MATERIAL TO PROCESS: Begin

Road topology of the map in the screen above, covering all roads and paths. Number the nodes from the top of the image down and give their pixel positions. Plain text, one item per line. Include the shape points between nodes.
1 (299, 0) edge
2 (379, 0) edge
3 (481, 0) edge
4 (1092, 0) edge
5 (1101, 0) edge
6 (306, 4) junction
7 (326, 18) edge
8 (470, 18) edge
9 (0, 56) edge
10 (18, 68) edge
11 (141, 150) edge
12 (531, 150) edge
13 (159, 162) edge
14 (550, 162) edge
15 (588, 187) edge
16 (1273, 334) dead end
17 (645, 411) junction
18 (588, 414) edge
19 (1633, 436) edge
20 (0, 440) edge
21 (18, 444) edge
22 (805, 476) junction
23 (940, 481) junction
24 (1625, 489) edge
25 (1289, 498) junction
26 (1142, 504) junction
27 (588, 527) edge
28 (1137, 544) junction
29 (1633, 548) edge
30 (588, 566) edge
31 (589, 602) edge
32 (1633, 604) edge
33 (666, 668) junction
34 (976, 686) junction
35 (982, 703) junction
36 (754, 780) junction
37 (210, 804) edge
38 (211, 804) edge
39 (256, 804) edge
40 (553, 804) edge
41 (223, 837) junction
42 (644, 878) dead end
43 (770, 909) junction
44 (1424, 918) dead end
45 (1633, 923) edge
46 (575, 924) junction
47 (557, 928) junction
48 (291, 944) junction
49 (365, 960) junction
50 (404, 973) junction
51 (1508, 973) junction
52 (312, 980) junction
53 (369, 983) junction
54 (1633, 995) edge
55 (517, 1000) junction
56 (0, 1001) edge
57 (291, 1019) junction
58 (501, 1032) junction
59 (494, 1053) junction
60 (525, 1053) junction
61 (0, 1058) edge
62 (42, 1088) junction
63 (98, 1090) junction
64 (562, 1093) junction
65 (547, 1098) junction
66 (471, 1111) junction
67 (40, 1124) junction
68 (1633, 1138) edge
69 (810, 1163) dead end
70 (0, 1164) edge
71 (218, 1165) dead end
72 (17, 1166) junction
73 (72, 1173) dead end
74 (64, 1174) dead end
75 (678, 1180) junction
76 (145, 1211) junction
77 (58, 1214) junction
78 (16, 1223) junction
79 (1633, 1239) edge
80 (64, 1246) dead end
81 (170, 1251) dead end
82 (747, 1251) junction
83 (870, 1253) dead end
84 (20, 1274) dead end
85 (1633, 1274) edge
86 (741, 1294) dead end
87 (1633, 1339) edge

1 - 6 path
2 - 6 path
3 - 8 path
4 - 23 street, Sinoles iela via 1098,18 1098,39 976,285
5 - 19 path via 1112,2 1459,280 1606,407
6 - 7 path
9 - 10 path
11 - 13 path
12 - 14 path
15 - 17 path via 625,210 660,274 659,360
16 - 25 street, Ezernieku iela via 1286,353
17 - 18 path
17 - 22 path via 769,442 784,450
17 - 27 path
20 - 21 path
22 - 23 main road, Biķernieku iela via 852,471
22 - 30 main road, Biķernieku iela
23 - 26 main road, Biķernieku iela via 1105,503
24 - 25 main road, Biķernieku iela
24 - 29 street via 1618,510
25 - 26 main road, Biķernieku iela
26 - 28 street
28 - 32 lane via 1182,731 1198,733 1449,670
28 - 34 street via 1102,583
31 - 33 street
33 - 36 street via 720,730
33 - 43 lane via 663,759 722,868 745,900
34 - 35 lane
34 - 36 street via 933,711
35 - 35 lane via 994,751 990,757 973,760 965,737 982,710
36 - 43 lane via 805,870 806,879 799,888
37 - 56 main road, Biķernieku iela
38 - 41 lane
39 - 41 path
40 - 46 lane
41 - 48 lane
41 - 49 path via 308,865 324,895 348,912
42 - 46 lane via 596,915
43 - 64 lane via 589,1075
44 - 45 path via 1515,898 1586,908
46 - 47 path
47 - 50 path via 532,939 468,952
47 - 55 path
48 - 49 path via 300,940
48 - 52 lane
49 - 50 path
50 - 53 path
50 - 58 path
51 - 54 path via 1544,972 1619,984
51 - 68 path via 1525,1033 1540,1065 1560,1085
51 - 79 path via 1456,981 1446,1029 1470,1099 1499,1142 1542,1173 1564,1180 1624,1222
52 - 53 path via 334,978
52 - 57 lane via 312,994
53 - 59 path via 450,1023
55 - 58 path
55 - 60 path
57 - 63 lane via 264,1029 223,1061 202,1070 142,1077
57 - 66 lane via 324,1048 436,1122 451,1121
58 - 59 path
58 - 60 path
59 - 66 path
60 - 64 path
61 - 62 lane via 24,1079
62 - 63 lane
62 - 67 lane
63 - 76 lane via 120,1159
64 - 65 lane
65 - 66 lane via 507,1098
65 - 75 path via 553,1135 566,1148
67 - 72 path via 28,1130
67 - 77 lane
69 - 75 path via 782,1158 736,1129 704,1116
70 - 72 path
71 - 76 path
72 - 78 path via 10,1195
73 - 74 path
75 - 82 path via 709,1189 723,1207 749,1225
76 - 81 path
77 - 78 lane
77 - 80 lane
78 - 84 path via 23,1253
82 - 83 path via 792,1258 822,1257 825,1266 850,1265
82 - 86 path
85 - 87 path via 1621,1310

MATERIAL TO PROCESS: End

TO DO:
Retype each entry exactly, leaving none of them out.

ANSWER AREA:
Road topology of the map in the screen above, covering all roads and paths. Number the nodes from the top of the image down and give their pixel positions. Plain text, one item per line. Include the shape points between nodes.
1 (299, 0) edge
2 (379, 0) edge
3 (481, 0) edge
4 (1092, 0) edge
5 (1101, 0) edge
6 (306, 4) junction
7 (326, 18) edge
8 (470, 18) edge
9 (0, 56) edge
10 (18, 68) edge
11 (141, 150) edge
12 (531, 150) edge
13 (159, 162) edge
14 (550, 162) edge
15 (588, 187) edge
16 (1273, 334) dead end
17 (645, 411) junction
18 (588, 414) edge
19 (1633, 436) edge
20 (0, 440) edge
21 (18, 444) edge
22 (805, 476) junction
23 (940, 481) junction
24 (1625, 489) edge
25 (1289, 498) junction
26 (1142, 504) junction
27 (588, 527) edge
28 (1137, 544) junction
29 (1633, 548) edge
30 (588, 566) edge
31 (589, 602) edge
32 (1633, 604) edge
33 (666, 668) junction
34 (976, 686) junction
35 (982, 703) junction
36 (754, 780) junction
37 (210, 804) edge
38 (211, 804) edge
39 (256, 804) edge
40 (553, 804) edge
41 (223, 837) junction
42 (644, 878) dead end
43 (770, 909) junction
44 (1424, 918) dead end
45 (1633, 923) edge
46 (575, 924) junction
47 (557, 928) junction
48 (291, 944) junction
49 (365, 960) junction
50 (404, 973) junction
51 (1508, 973) junction
52 (312, 980) junction
53 (369, 983) junction
54 (1633, 995) edge
55 (517, 1000) junction
56 (0, 1001) edge
57 (291, 1019) junction
58 (501, 1032) junction
59 (494, 1053) junction
60 (525, 1053) junction
61 (0, 1058) edge
62 (42, 1088) junction
63 (98, 1090) junction
64 (562, 1093) junction
65 (547, 1098) junction
66 (471, 1111) junction
67 (40, 1124) junction
68 (1633, 1138) edge
69 (810, 1163) dead end
70 (0, 1164) edge
71 (218, 1165) dead end
72 (17, 1166) junction
73 (72, 1173) dead end
74 (64, 1174) dead end
75 (678, 1180) junction
76 (145, 1211) junction
77 (58, 1214) junction
78 (16, 1223) junction
79 (1633, 1239) edge
80 (64, 1246) dead end
81 (170, 1251) dead end
82 (747, 1251) junction
83 (870, 1253) dead end
84 (20, 1274) dead end
85 (1633, 1274) edge
86 (741, 1294) dead end
87 (1633, 1339) edge

1 - 6 path
2 - 6 path
3 - 8 path
4 - 23 street, Sinoles iela via 1098,18 1098,39 976,285
5 - 19 path via 1112,2 1459,280 1606,407
6 - 7 path
9 - 10 path
11 - 13 path
12 - 14 path
15 - 17 path via 625,210 660,274 659,360
16 - 25 street, Ezernieku iela via 1286,353
17 - 18 path
17 - 22 path via 769,442 784,450
17 - 27 path
20 - 21 path
22 - 23 main road, Biķernieku iela via 852,471
22 - 30 main road, Biķernieku iela
23 - 26 main road, Biķernieku iela via 1105,503
24 - 25 main road, Biķernieku iela
24 - 29 street via 1618,510
25 - 26 main road, Biķernieku iela
26 - 28 street
28 - 32 lane via 1182,731 1198,733 1449,670
28 - 34 street via 1102,583
31 - 33 street
33 - 36 street via 720,730
33 - 43 lane via 663,759 722,868 745,900
34 - 35 lane
34 - 36 street via 933,711
35 - 35 lane via 994,751 990,757 973,760 965,737 982,710
36 - 43 lane via 805,870 806,879 799,888
37 - 56 main road, Biķernieku iela
38 - 41 lane
39 - 41 path
40 - 46 lane
41 - 48 lane
41 - 49 path via 308,865 324,895 348,912
42 - 46 lane via 596,915
43 - 64 lane via 589,1075
44 - 45 path via 1515,898 1586,908
46 - 47 path
47 - 50 path via 532,939 468,952
47 - 55 path
48 - 49 path via 300,940
48 - 52 lane
49 - 50 path
50 - 53 path
50 - 58 path
51 - 54 path via 1544,972 1619,984
51 - 68 path via 1525,1033 1540,1065 1560,1085
51 - 79 path via 1456,981 1446,1029 1470,1099 1499,1142 1542,1173 1564,1180 1624,1222
52 - 53 path via 334,978
52 - 57 lane via 312,994
53 - 59 path via 450,1023
55 - 58 path
55 - 60 path
57 - 63 lane via 264,1029 223,1061 202,1070 142,1077
57 - 66 lane via 324,1048 436,1122 451,1121
58 - 59 path
58 - 60 path
59 - 66 path
60 - 64 path
61 - 62 lane via 24,1079
62 - 63 lane
62 - 67 lane
63 - 76 lane via 120,1159
64 - 65 lane
65 - 66 lane via 507,1098
65 - 75 path via 553,1135 566,1148
67 - 72 path via 28,1130
67 - 77 lane
69 - 75 path via 782,1158 736,1129 704,1116
70 - 72 path
71 - 76 path
72 - 78 path via 10,1195
73 - 74 path
75 - 82 path via 709,1189 723,1207 749,1225
76 - 81 path
77 - 78 lane
77 - 80 lane
78 - 84 path via 23,1253
82 - 83 path via 792,1258 822,1257 825,1266 850,1265
82 - 86 path
85 - 87 path via 1621,1310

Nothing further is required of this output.